━━━ Provided material ━━━

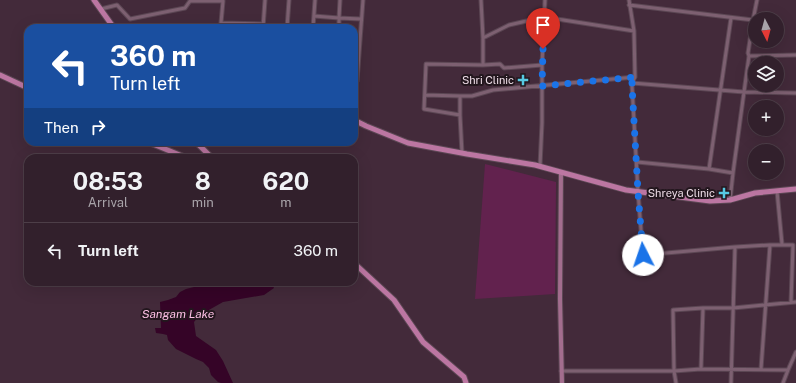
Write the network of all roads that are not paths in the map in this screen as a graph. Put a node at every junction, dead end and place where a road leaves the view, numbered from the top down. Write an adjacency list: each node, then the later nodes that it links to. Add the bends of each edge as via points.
1 (94, 0): 12 (highway)
2 (265, 0): 21 (street)
3 (289, 0): 22 (street)
4 (315, 0): 14 (street)
5 (340, 0): 16 (street)
6 (363, 0): 18 (street)
7 (481, 0): 26 (street)
8 (545, 0): 15 (street)
9 (629, 0): 11 (street)
10 (757, 0): 13 (street)
11 (630, 5): 17 (street); 25 (street)
12 (101, 9): 20 (highway); 21 (street, via 117,5 130,19 185,8 190,1 223,1 221,23)
13 (755, 12)
14 (314, 16): 16 (street); 23 (street)
15 (544, 17): 25 (street); 26 (street, via 509,25); 32 (street)
16 (339, 18): 18 (street); 24 (street)
17 (731, 18): 19 (street); 39 (street)
18 (361, 19): 33 (street)
19 (748, 20)
20 (111, 24)
21 (263, 24)
22 (287, 24)
23 (313, 24)
24 (338, 24)
25 (634, 31): 35 (street)
26 (483, 38): 31 (street)
27 (749, 48): 29 (street)
28 (796, 55): 29 (street)
29 (749, 56)
30 (748, 63): 40 (street)
31 (483, 65): 32 (street, via 500,64 504,68); 42 (street, via 426,64)
32 (542, 65): 38 (street)
33 (358, 66)
34 (0, 77): 37 (highway)
35 (636, 77): 36 (street); 38 (street)
36 (632, 83): 39 (street); 51 (street)
37 (24, 86)
38 (542, 86): 43 (street, via 492,90 472,96); 52 (street)
39 (721, 90): 40 (street); 53 (street)
40 (744, 92): 41 (street); 55 (street)
41 (796, 93)
42 (425, 95): 43 (street); 44 (street, via 424,109)
43 (460, 96): 44 (street)
44 (460, 115): 48 (street)
45 (358, 122): 48 (highway, via 408,143)
46 (158, 146): 49 (highway)
47 (200, 146): 50 (highway)
48 (462, 153): 52 (highway)
49 (177, 154)
50 (208, 154)
51 (637, 162): 53 (street); 58 (street)
52 (540, 166): 54 (highway)
53 (709, 169): 55 (street)
54 (560, 172): 58 (highway); 74 (main road)
55 (733, 173): 59 (street)
56 (796, 189): 57 (highway)
57 (778, 191): 59 (highway, via 755,193); 60 (street)
58 (638, 192): 59 (highway, via 710,201); 62 (street, via 643,255)
59 (730, 200)
60 (782, 244): 61 (street); 64 (street, via 793,245)
61 (770, 245): 62 (street); 66 (street)
62 (735, 247): 68 (street)
63 (358, 267): 76 (highway, via 394,300 422,342 464,377)
64 (791, 302): 65 (street); 66 (street)
65 (796, 302)
66 (765, 304): 68 (street); 71 (street)
67 (703, 308): 68 (street); 70 (street); 75 (street, via 673,310)
68 (733, 308): 72 (street)
69 (796, 352): 73 (street)
70 (701, 369): 72 (street); 75 (street)
71 (761, 369): 72 (street); 73 (street)
72 (731, 370): 79 (street)
73 (788, 370): 80 (street)
74 (561, 371): 75 (street); 77 (main road)
75 (674, 371): 78 (street)
76 (466, 383)
77 (562, 383)
78 (676, 383)
79 (731, 383)
80 (783, 383)

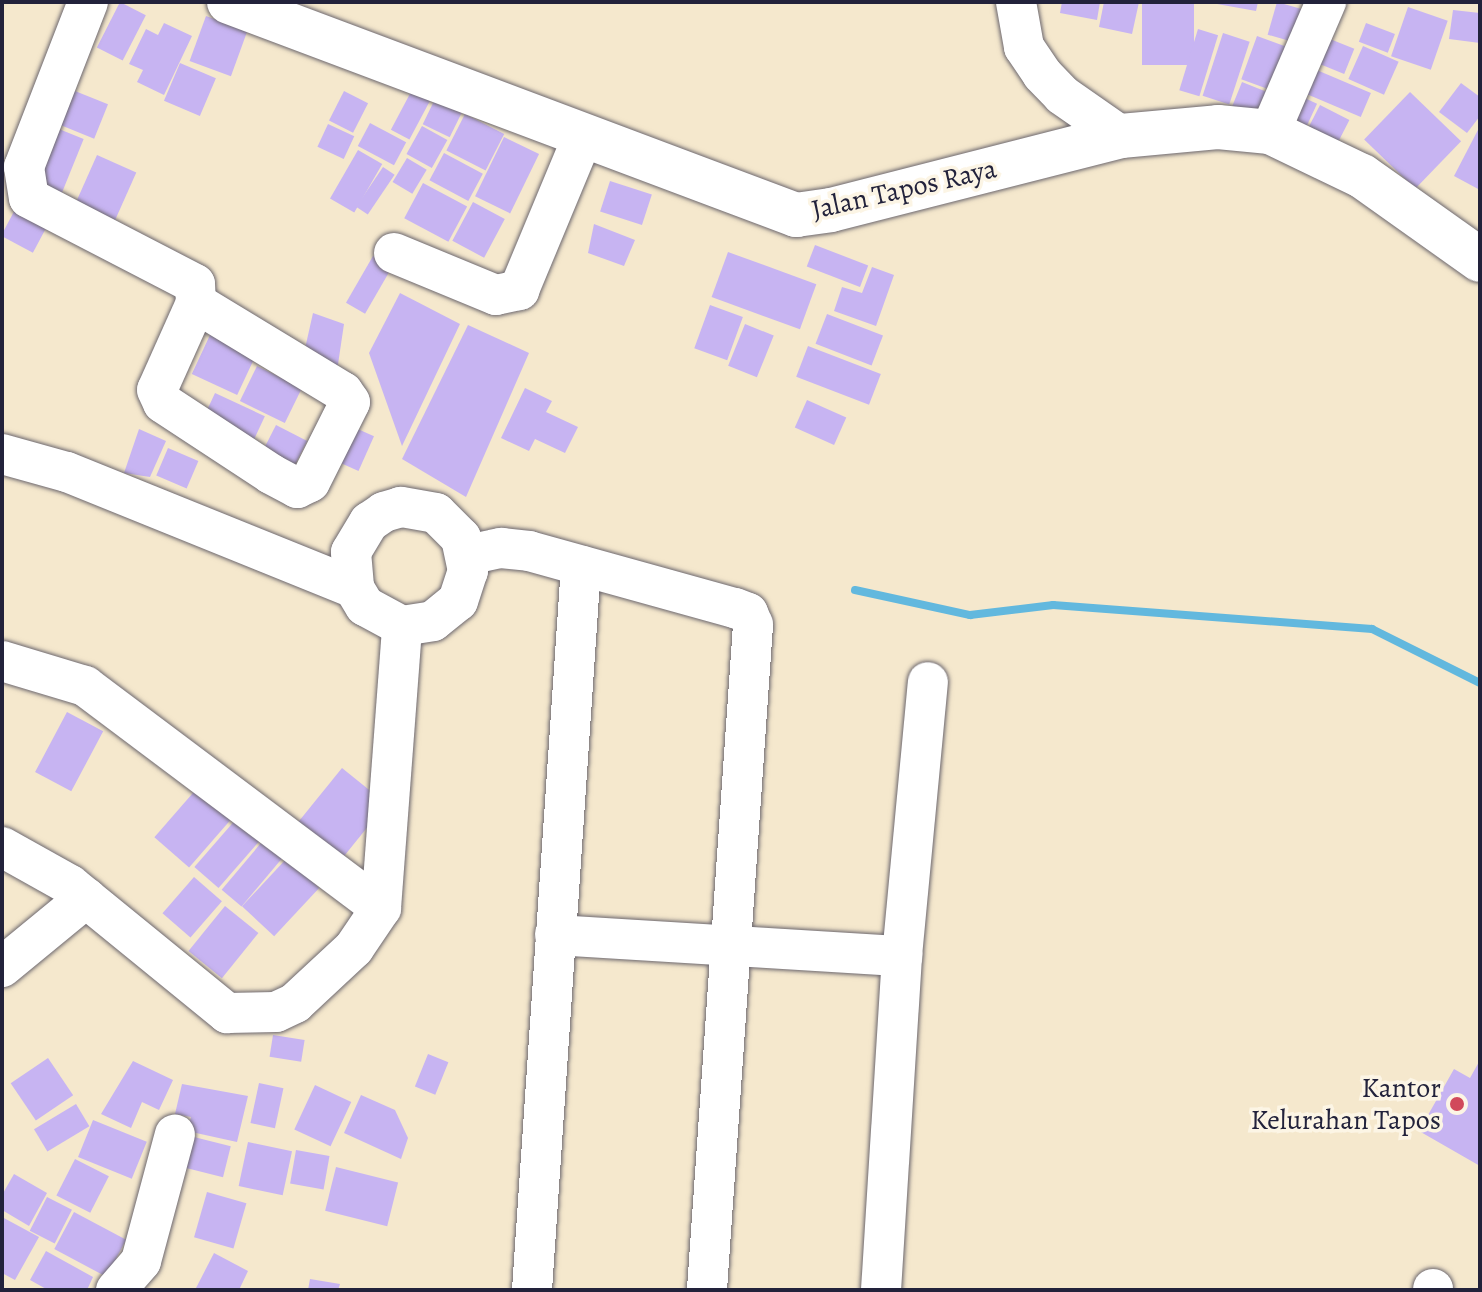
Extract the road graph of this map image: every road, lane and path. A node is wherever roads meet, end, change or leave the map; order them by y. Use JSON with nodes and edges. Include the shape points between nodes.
{"nodes":[{"id":1,"x":88,"y":2,"type":"edge"},
{"id":2,"x":229,"y":2,"type":"edge"},
{"id":3,"x":1016,"y":2,"type":"edge"},
{"id":4,"x":1326,"y":2,"type":"edge"},
{"id":5,"x":302,"y":15,"type":"edge"},
{"id":6,"x":1270,"y":132,"type":"junction"},
{"id":7,"x":1121,"y":136,"type":"junction"},
{"id":8,"x":582,"y":139,"type":"junction"},
{"id":9,"x":394,"y":253,"type":"dead end"},
{"id":10,"x":1480,"y":260,"type":"edge"},
{"id":11,"x":196,"y":303,"type":"junction"},
{"id":12,"x":2,"y":454,"type":"edge"},
{"id":13,"x":467,"y":555,"type":"junction"},
{"id":14,"x":581,"y":566,"type":"junction"},
{"id":15,"x":354,"y":588,"type":"junction"},
{"id":16,"x":402,"y":626,"type":"junction"},
{"id":17,"x":2,"y":661,"type":"edge"},
{"id":18,"x":928,"y":682,"type":"dead end"},
{"id":19,"x":2,"y":847,"type":"edge"},
{"id":20,"x":86,"y":898,"type":"junction"},
{"id":21,"x":381,"y":908,"type":"junction"},
{"id":22,"x":555,"y":935,"type":"junction"},
{"id":23,"x":727,"y":947,"type":"junction"},
{"id":24,"x":902,"y":956,"type":"junction"},
{"id":25,"x":2,"y":967,"type":"edge"},
{"id":26,"x":175,"y":1134,"type":"dead end"},
{"id":27,"x":116,"y":1290,"type":"edge"},
{"id":28,"x":532,"y":1290,"type":"edge"},
{"id":29,"x":707,"y":1290,"type":"edge"},
{"id":30,"x":881,"y":1290,"type":"edge"}],
"edges":[{"from":1,"to":11,"type":"street","via":[[23,181],[29,198],[181,272],[195,284]]},
{"from":2,"to":5,"type":"main road","name":"Jalan Tapos Raya"},
{"from":3,"to":7,"type":"street","via":[[1024,47],[1042,74],[1062,95]]},
{"from":4,"to":6,"type":"street"},
{"from":5,"to":8,"type":"main road","name":"Jalan Tapos Raya"},
{"from":6,"to":7,"type":"main road","name":"Jalan Tapos Raya","via":[[1174,128]]},
{"from":6,"to":10,"type":"main road","name":"Jalan Tapos Raya","via":[[1362,176]]},
{"from":7,"to":8,"type":"main road","name":"Jalan Tapos Raya","via":[[796,215]]},
{"from":8,"to":9,"type":"street","via":[[519,290],[496,295]]},
{"from":11,"to":11,"type":"street","via":[[343,392],[350,402],[310,482],[297,488],[163,403],[157,390]]},
{"from":12,"to":15,"type":"street","via":[[67,472]]},
{"from":13,"to":14,"type":"street","via":[[501,548]]},
{"from":13,"to":15,"type":"street","via":[[461,538],[436,513],[401,507],[369,522],[358,536],[350,561]]},
{"from":13,"to":16,"type":"street","via":[[468,571],[458,601],[433,621]]},
{"from":14,"to":22,"type":"street"},
{"from":14,"to":23,"type":"street","via":[[735,608],[748,613],[753,625]]},
{"from":15,"to":16,"type":"street","via":[[365,606]]},
{"from":16,"to":21,"type":"street"},
{"from":17,"to":21,"type":"street","via":[[85,686]]},
{"from":18,"to":24,"type":"street"},
{"from":19,"to":20,"type":"street","via":[[38,863]]},
{"from":20,"to":21,"type":"street","via":[[227,1013],[242,1016],[276,1012],[295,1003],[354,948]]},
{"from":20,"to":25,"type":"street"},
{"from":22,"to":23,"type":"street"},
{"from":22,"to":28,"type":"street"},
{"from":23,"to":24,"type":"street"},
{"from":23,"to":29,"type":"street"},
{"from":24,"to":30,"type":"street"},
{"from":26,"to":27,"type":"street","via":[[141,1261]]}]}
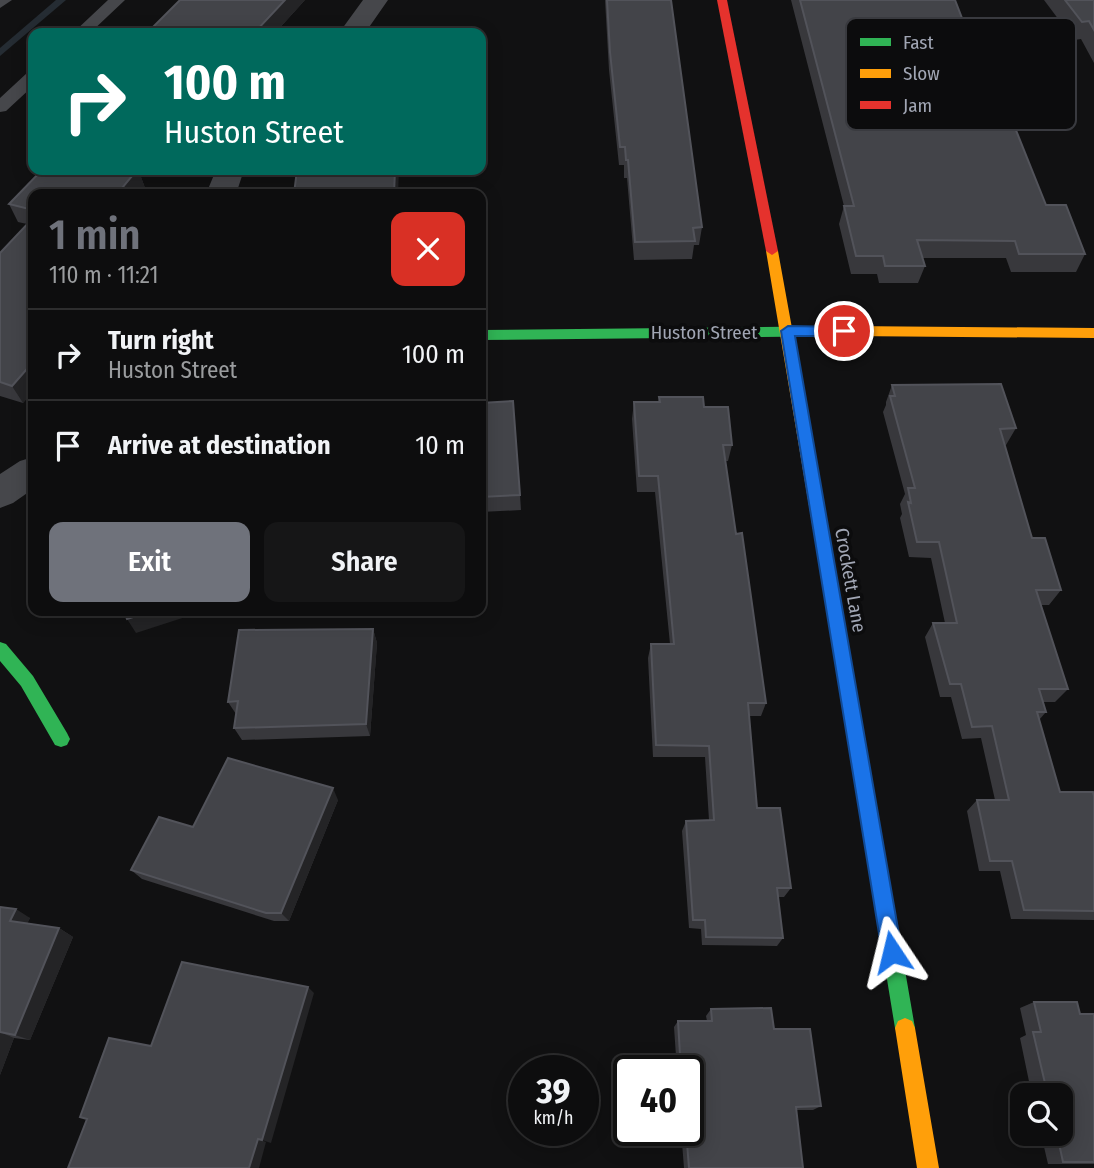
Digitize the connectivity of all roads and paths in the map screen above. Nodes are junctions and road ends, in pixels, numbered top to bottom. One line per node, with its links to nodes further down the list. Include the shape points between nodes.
1 (4, 0): 5 (lane)
2 (117, 0): 6 (lane)
3 (376, 0): 7 (street)
4 (722, 0): 10 (street, Crockett Lane)
5 (0, 3)
6 (86, 28)
7 (356, 28)
8 (28, 82): 9 (lane)
9 (0, 107)
10 (788, 331): 11 (street, Huston Street); 12 (street, Huston Street); 17 (street, Crockett Lane)
11 (1094, 333)
12 (486, 335)
13 (28, 474): 14 (street)
14 (0, 493)
15 (0, 649): 16 (street, via 27,681)
16 (61, 738)
17 (928, 1168)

━━━

### Problem details
The required output is every line above that contains the string "links".

### Solution to this exercise
Write the network of all roads that are not paths in the map in this screen as a graph. Put a node at every junction, dead end and place where a road leaves the view, numbered from the top down. Write an adjacency list: each node, then the later nodes that it links to. Add the bends of each edge as via points.
Digitize the connectivity of all roads and paths in the map screen above. Nodes are junctions and road ends, in pixels, numbered top to bottom. One line per node, with its links to nodes further down the list. Include the shape points between nodes.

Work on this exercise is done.